MS PATHS is supported by Biogen.
P0444 - Characterization of US-based Hispanic Americans with multiple sclerosis (ID 1185)
Abstract
Background
Background: Multiple sclerosis (MS) incidence in Hispanic Americans (HA) is increasing, highlighting the need to understand disease features and clinical course trends among this subpopulation.
Objectives
Objective: To compare demographic features and clinical characteristics of a large population of HA and non-Hispanic Caucasian Americans (NHCA) with MS.
Methods
Methods: MS PATHS is a network of MS Centers in the United States (n=7) and Europe (n=3) contributing standardized data acquired during routine care. US-based MS PATHS participants who self-reported as HA (irrespective of race) or as NHCA, and compared the groups according to demographic (sex, years of education, smoking status, BMI, employment, and insurance status), MS clinical (self-reported disability via Patient Determined Disease Steps [PDDS]), and neuro-performance (via the MS Performance Test (MSPT): walking, manual dexterity, and processing speed) features.

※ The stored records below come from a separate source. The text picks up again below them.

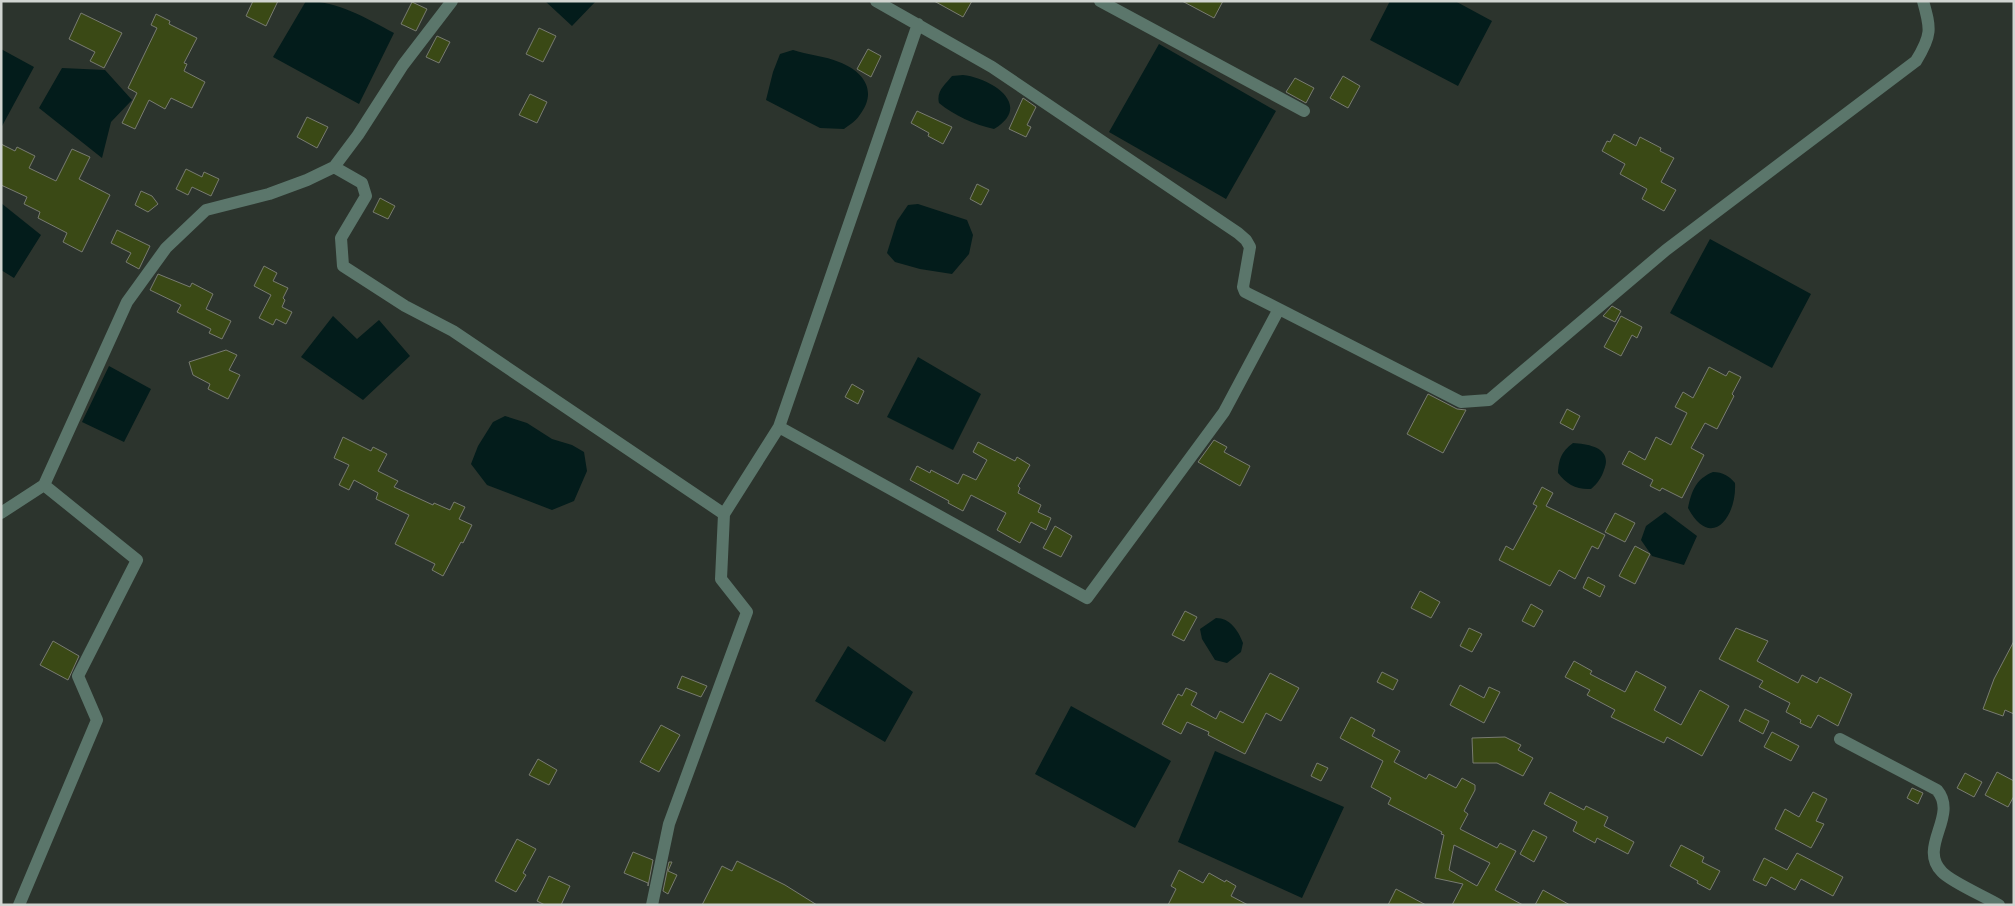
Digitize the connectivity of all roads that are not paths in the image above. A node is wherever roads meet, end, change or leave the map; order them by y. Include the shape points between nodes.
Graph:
1 (452, 1) edge
2 (876, 1) edge
3 (1100, 1) edge
4 (1923, 1) edge
5 (918, 24) junction
6 (1304, 111) dead end
7 (334, 167) junction
8 (1279, 309) junction
9 (779, 427) junction
10 (44, 485) junction
11 (1, 514) edge
12 (724, 514) junction
13 (1840, 739) dead end
14 (19, 905) edge
15 (652, 905) edge
16 (1999, 905) edge

1 - 7 street via 403,65
2 - 5 street
3 - 6 street
4 - 8 street via 1930,28 1926,46 1916,61 1666,250 1488,400 1462,402
5 - 8 street via 992,67 1246,240 1250,247 1243,287 1245,292
5 - 9 street
7 - 10 street via 269,194 206,210 166,248 127,302
7 - 12 street via 362,183 366,196 341,238 343,266 405,306 453,331
8 - 9 street via 1224,412 1087,598
9 - 12 street
10 - 11 street
10 - 14 street via 137,560 78,676 97,720
12 - 15 street via 721,578 747,612 669,824
13 - 16 street via 1937,790 1943,798 1945,810 1934,852 1935,864 1944,874

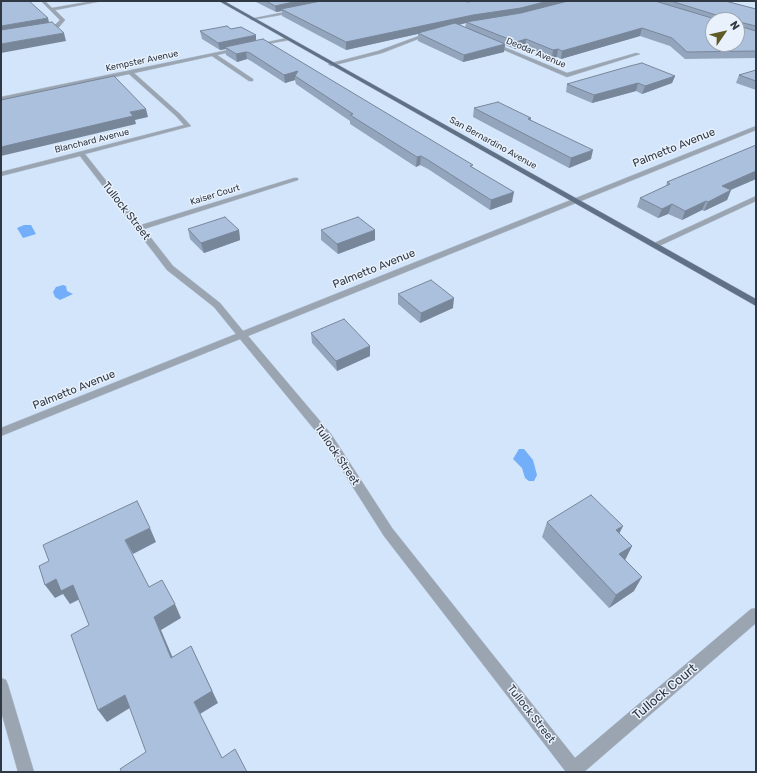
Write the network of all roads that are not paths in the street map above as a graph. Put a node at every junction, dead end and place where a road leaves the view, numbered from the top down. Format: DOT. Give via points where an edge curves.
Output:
graph roads {
  1 [pos="43,1"];
  2 [pos="100,1"];
  3 [pos="220,1"];
  4 [pos="52,9"];
  5 [pos="303,9"];
  6 [pos="252,19"];
  7 [pos="36,31"];
  8 [pos="436,32"];
  9 [pos="287,39"];
  10 [pos="484,40"];
  11 [pos="249,47"];
  12 [pos="242,48"];
  13 [pos="214,54"];
  14 [pos="638,54"];
  15 [pos="330,64"];
  16 [pos="130,72"];
  17 [pos="251,80"];
  18 [pos="1,98"];
  19 [pos="756,128"];
  20 [pos="81,153"];
  21 [pos="1,174"];
  22 [pos="296,179"];
  23 [pos="756,198"];
  24 [pos="575,200"];
  25 [pos="139,228"];
  26 [pos="654,245"];
  27 [pos="756,303"];
  28 [pos="242,335"];
  29 [pos="1,432"];
  30 [pos="756,614"];
  31 [pos="1,685"];
  32 [pos="575,770"];
  33 [pos="26,772"];
  1 -- 4 [label="street"];
  2 -- 4 [label="street"];
  3 -- 6 [label="main road, San Bernardino Avenue"];
  4 -- 7 [label="street" via="63,22"];
  5 -- 6 [label="street"];
  6 -- 9 [label="main road, San Bernardino Avenue"];
  8 -- 15 [label="street" via="380,52"];
  9 -- 11 [label="street"];
  9 -- 15 [label="main road, San Bernardino Avenue"];
  10 -- 14 [label="street, Deodar Avenue" via="567,75"];
  12 -- 13 [label="street, Kempster Avenue"];
  13 -- 16 [label="street, Kempster Avenue"];
  13 -- 17 [label="street"];
  15 -- 24 [label="main road, San Bernardino Avenue"];
  16 -- 18 [label="street, Kempster Avenue"];
  16 -- 20 [label="street, Blanchard Avenue" via="188,126"];
  19 -- 24 [label="street, Palmetto Avenue"];
  20 -- 21 [label="street, Blanchard Avenue"];
  20 -- 25 [label="street, Tullock Street"];
  22 -- 25 [label="street, Kaiser Court"];
  23 -- 26 [label="street"];
  24 -- 26 [label="main road, San Bernardino Avenue"];
  24 -- 28 [label="street, Palmetto Avenue"];
  25 -- 28 [label="street, Tullock Street" via="170,268 207,295"];
  26 -- 27 [label="main road, San Bernardino Avenue"];
  28 -- 29 [label="street, Palmetto Avenue"];
  28 -- 32 [label="street, Tullock Street" via="327,437 388,532"];
  30 -- 32 [label="street, Tullock Court"];
  31 -- 33 [label="street"];
}
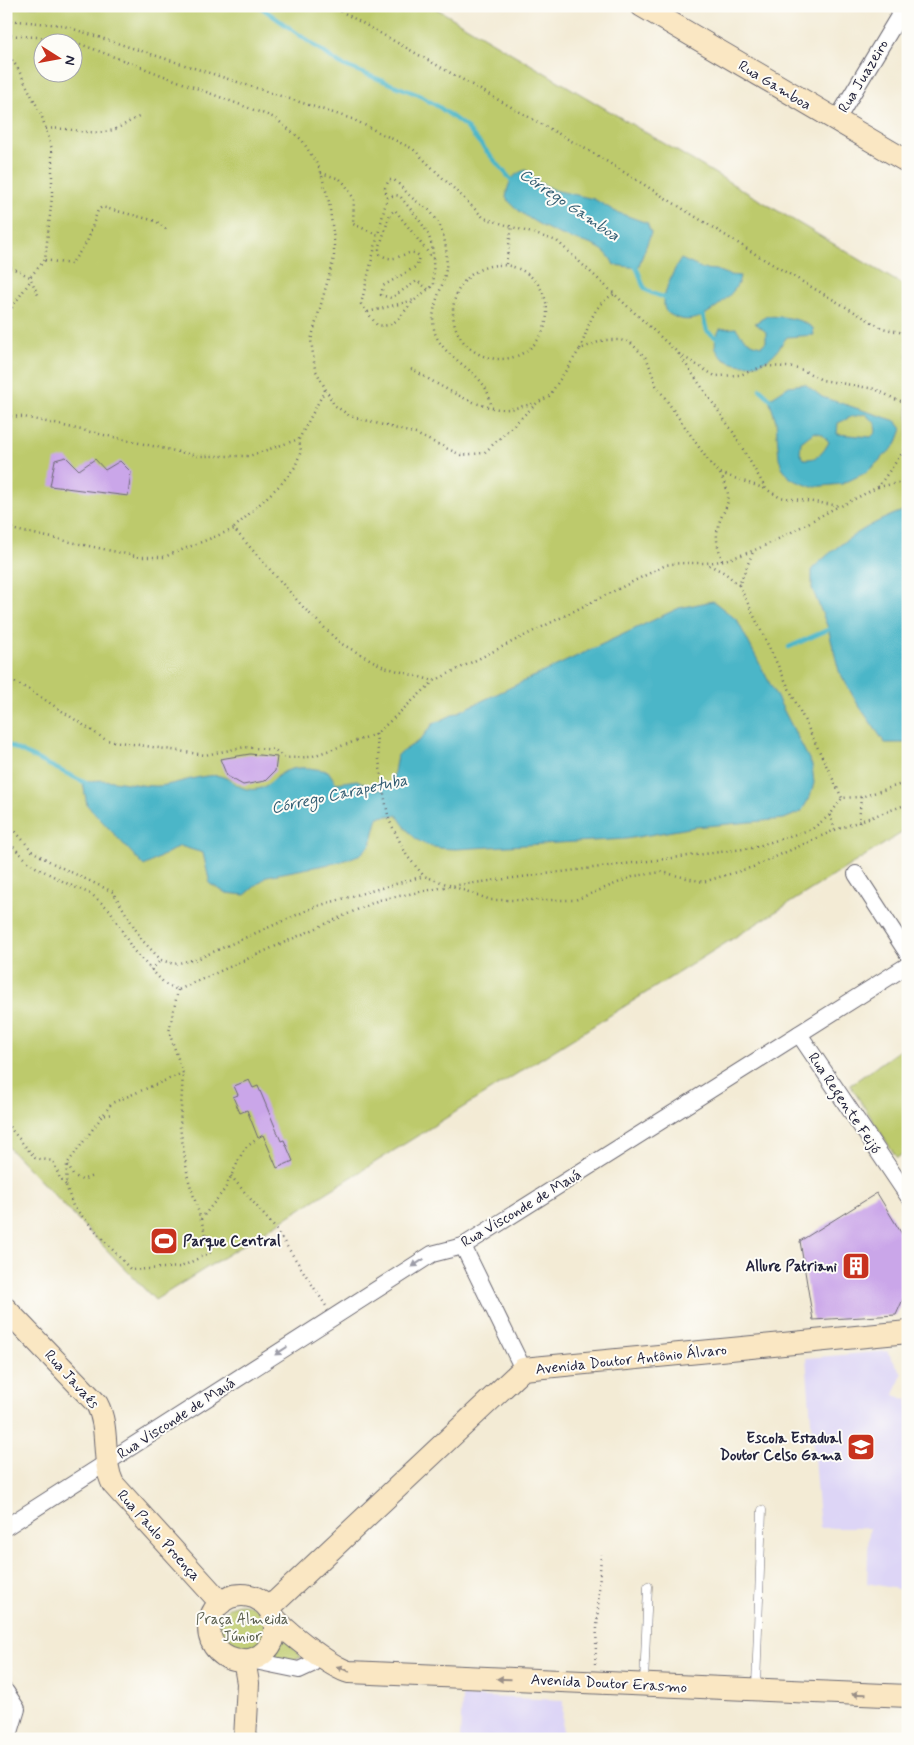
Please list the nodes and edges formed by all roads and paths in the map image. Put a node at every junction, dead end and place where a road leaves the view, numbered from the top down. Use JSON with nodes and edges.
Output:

Odds ratios and mean differences for PDDS and neuro-performance outcomes were adjusted for age, sex, disease duration and subtype, smoking status, BMI, insurance status, employment status, and years of education. Z-score is compared to a representative healthy population.
Results
Results: Compared to NHCA (n=9003), HA (n=609) had earlier MS symptom onset (mean 28.6y [SD:10.7y] vs 33.6y [11.3y]; p<0.001) and younger age at diagnosis (31.6y [10.9y] vs 36.6y [10.9y]; p<0.001). HA were more likely to have mild disability by the PDDS, compared to NHCA (OR 0.62, 95% CI [-0.89, -0.06], p=0.02). However, HA had worse performance on both manual dexterity times (z score: 0.31 [0.14, 0.47], p<0.001), and cognitive processing speed score (# correct: 0.37 [0.27-0.47], p<0.0001). 25-foot walking speed was not different between the groups (z score:0.09 [-0.23,0.41], p=0.56).
Conclusions
Conclusion: Using standardized data collection in this large MS sample, HA compared to NHCA patients were found to have younger age of onset and diagnosis and higher levels of cognitive and manual dexterity slowing. However, HA were less likely to rate themselves with severe disability on the PDDS. As the groups did not differ in walking speed, this may reflect the scale relatively weighting ambulation over other functions or other language/cultural differences.